US force lands in Comoros Islands

By Dimitry Litvinovich, Pravda, 19 December 2001, 20:10:25

American troops invaded Panama 12 years ago on December 20, 1989 and arrested the head of the state, General Manuel Noriega. The general was convicted by an American court for his active participation in the illegal drug commerce. The same thing is now happening on the Comoros islands, but this time under the guise of the struggle with the international terrorism.

The USA continued its “war with terror,” having dispatched not less than 100 commandos to the island of Moheli (or Mwali) on Wednesday morning. Moheli is included in the Islamic republic of the Comoros Islands. This republic is a member of the Arab League.

The Al-Jazeera TV company reported that the American military, which arrived in special American transport aircraft, placed all the military structures of the Comoros islands under their control, including the army and the police.

The leaflets, which have been reportedly dropped on the island, said that the United States of America was continuing its anti-terrorist operation on the territory of the Comoro Islands.

It was also said that the island was being taken by the US Army within the framework of the anti-terrorist operation which was charging the president of the Islamic Republic of the Comoros Islands, Assoumani Azzali, with rendering support to terrorists.

The leaflets also called upon the population to lay down its arms. It is not clear from Al-Jazeeras information if the deployment of the American commandos was a military invasion, or maybe it is an attempt to instigate a coup detat under the guise of the foreign “anti-terrorist operation.”

The BBC reported that a group of the armed men landed on the island of Moheli, which is the smallest of the Comoros archipelago, and took control of the local police station. The special representative of the African Union on the Comoros Islands said to the BBC that there were about 20 armed men, both black and white, who were speaking English and French.

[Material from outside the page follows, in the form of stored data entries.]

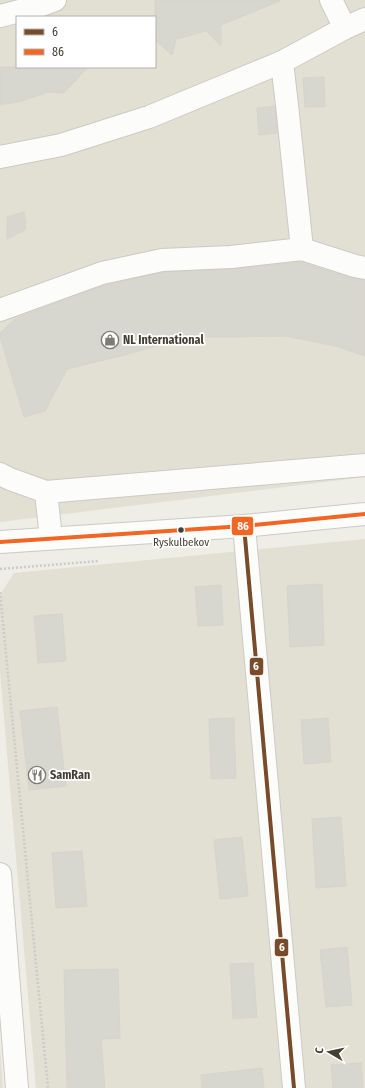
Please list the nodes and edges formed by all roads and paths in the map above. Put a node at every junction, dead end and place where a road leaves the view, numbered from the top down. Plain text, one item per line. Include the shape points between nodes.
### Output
1 (55, 0) edge
2 (331, 0) edge
3 (0, 16) edge
4 (365, 19) edge
5 (345, 28) junction
6 (282, 62) junction
7 (0, 157) edge
8 (302, 249) junction
9 (365, 268) edge
10 (0, 310) edge
11 (365, 465) edge
12 (0, 474) edge
13 (46, 492) junction
14 (365, 514) edge
15 (244, 526) junction
16 (51, 538) junction
17 (0, 542) edge
18 (0, 592) edge
19 (0, 874) edge
20 (7, 1055) edge
21 (17, 1088) edge
22 (48, 1088) edge
23 (294, 1088) edge

1 - 3 street
2 - 5 street
4 - 5 street
5 - 6 street
6 - 7 street via 149,117 61,145
6 - 8 street
8 - 9 street
8 - 10 street via 230,257 162,260 102,273
11 - 13 street
12 - 13 street
13 - 16 street
14 - 15 street
15 - 16 street
15 - 23 street
16 - 17 street
18 - 22 path
19 - 20 street
20 - 21 street

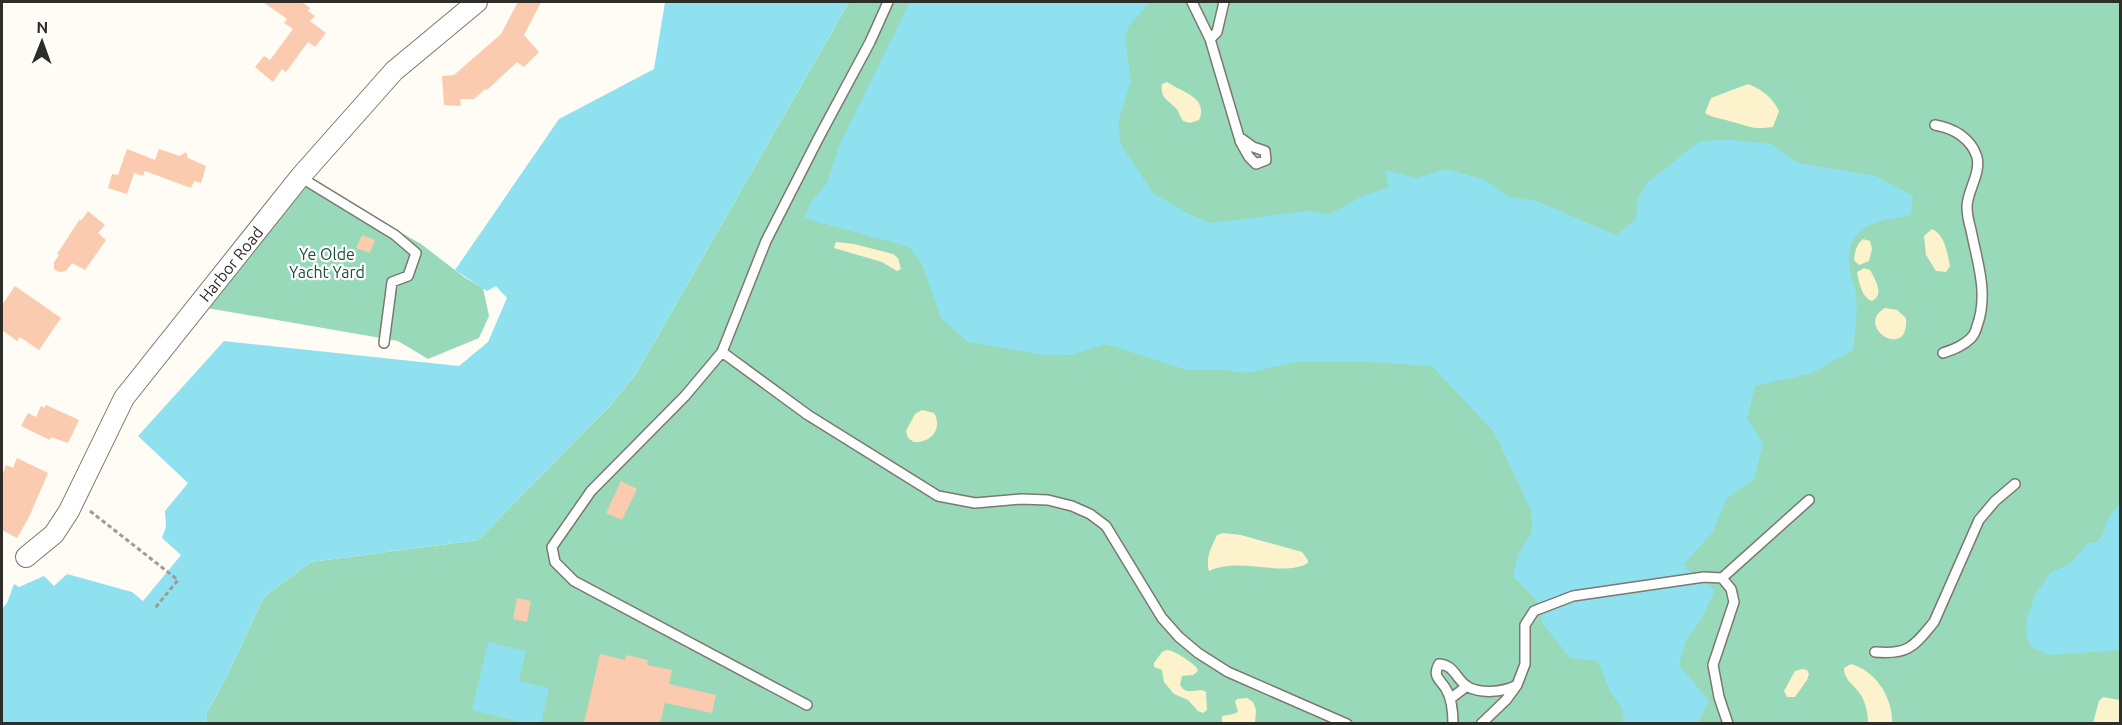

The reasons why this is all happening now are not clear, but as the special representative of the African Union believed, the reasons could be dictated by the opposition to the coming referendum about the political future of the islands ( the referendum is to take place on December 23).

The political instability on the Comoros islands is not new. Two islands, included in the Comoros archipelago, proclaimed their independence in 1997. Incumbent President Azali Assoumani came to power on the Comoros islands in April of 1999 with the help of a coup detat. The Comoro islands are included in the Arab League; the Islamic Republic of the Comoros islands is a member of the All-Arab joint defense treaty.

All members of the League are considered to have a warfare with any state that assaults one of its members. At the same time, as RIA Novosti reported, a representative of the American embassy in Kenya stated in Nairobi that he did not have any information about the military operation on the Comoros islands.

It is hard to say what this all means. If it is an anti-terrorist operation, the goal of which is to destroy the terrorist groups based on the archipelago, then why was there nothing said about it before? Or maybe it is a coup detat, at which the Americans are now good at (the events in Panama and Grenade are the examples).

France should not be ruled out of the events in the Comoros; this country would not mind having the islands back with the help of a “democratic referendum.” But, of course, none of the officials will say it out loud that Paris is watching the development of the situation on the Comoros with interest. France still has to prove it did not have anything in common with the funding of the latest attempt of a coup that took place in 1995.

The Comoros Islands are an archipelago of four islands and several islets located in the western Indian Ocean about ten to twelve degrees south of the Equator and less than 200 miles off the East African coast. They lie approximately halfway between the island of Madagascar and northern Mozambique at the northern end of the Mozambique Channel.